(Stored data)
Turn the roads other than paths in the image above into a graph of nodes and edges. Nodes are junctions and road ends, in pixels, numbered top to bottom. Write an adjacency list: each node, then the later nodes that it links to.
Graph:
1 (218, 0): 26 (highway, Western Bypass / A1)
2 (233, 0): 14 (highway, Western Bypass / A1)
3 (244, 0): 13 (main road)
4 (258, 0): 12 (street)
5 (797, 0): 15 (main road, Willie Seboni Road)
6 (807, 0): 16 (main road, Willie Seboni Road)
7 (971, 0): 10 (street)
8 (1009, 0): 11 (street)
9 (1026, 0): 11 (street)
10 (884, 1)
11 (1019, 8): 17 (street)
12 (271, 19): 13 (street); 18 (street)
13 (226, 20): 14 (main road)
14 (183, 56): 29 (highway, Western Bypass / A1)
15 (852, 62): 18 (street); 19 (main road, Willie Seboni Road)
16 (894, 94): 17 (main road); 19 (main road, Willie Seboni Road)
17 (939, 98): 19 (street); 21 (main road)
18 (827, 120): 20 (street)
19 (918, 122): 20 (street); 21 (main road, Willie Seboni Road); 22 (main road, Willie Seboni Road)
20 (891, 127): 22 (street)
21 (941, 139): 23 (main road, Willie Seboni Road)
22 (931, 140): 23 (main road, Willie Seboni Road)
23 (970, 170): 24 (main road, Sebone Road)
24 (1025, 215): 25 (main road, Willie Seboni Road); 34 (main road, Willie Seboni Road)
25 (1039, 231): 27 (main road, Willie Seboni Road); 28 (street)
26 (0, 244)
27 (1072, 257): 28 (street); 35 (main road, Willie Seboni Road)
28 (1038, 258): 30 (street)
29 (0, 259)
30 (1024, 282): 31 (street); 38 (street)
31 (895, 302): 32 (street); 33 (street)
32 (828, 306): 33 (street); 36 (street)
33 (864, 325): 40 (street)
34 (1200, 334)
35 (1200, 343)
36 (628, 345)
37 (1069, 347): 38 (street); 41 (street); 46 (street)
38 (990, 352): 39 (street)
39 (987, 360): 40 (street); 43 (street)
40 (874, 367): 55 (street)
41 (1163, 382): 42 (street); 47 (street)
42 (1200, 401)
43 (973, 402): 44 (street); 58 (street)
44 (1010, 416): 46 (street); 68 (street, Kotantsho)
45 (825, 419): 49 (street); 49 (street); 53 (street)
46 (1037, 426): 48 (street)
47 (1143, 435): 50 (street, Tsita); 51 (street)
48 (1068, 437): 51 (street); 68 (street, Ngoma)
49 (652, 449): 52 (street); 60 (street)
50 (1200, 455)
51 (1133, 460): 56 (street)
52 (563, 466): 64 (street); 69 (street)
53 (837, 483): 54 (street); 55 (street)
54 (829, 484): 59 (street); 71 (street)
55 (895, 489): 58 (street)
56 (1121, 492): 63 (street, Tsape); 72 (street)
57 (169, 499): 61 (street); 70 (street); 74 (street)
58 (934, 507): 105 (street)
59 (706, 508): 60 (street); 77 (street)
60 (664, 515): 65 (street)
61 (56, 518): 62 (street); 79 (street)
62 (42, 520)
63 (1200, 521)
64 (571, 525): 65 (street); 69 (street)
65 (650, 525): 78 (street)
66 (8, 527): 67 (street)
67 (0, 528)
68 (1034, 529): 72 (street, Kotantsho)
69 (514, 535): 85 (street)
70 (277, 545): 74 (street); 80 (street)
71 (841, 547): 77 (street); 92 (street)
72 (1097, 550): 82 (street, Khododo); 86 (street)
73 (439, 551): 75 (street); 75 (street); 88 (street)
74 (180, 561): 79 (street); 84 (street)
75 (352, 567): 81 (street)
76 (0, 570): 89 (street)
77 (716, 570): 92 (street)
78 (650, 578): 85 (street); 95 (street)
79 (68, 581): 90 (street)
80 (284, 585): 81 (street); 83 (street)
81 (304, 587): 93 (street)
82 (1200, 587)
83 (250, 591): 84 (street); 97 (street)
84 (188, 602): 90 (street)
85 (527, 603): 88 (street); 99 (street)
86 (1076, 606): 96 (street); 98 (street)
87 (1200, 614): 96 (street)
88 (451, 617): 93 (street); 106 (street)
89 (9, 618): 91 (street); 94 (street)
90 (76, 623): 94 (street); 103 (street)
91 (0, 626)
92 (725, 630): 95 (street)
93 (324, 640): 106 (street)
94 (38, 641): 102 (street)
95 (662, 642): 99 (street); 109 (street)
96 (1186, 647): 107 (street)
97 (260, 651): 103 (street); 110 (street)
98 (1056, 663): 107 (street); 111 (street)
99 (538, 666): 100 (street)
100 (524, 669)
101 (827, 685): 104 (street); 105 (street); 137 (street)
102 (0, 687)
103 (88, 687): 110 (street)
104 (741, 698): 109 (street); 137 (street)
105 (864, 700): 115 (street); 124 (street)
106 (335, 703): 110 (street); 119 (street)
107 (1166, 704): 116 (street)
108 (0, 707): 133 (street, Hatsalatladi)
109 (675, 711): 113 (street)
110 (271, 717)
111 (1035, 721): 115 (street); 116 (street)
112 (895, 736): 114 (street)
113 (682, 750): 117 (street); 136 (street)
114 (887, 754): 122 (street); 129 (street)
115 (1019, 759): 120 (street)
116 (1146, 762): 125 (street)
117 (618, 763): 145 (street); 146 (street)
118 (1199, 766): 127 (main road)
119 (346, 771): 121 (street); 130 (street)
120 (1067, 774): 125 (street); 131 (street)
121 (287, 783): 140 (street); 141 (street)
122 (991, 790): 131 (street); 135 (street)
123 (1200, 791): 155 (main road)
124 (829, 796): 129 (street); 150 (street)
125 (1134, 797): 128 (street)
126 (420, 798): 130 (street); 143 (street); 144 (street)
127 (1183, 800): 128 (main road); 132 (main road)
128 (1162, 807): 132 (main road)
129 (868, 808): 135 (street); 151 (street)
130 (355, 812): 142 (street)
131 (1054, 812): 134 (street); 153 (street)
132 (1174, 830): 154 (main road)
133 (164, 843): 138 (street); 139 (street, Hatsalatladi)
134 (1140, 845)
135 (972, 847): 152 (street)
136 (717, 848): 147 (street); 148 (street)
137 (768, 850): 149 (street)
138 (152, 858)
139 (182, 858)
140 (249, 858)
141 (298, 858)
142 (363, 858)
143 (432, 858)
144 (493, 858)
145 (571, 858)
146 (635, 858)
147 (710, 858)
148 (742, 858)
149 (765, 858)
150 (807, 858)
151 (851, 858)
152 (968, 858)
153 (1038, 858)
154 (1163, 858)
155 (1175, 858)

**WHAT YOU HAVE TO DO**: Filtering the entries above by the word "Bypass", copy each line that matches.

**ANSWER**:
1 (218, 0): 26 (highway, Western Bypass / A1)
2 (233, 0): 14 (highway, Western Bypass / A1)
14 (183, 56): 29 (highway, Western Bypass / A1)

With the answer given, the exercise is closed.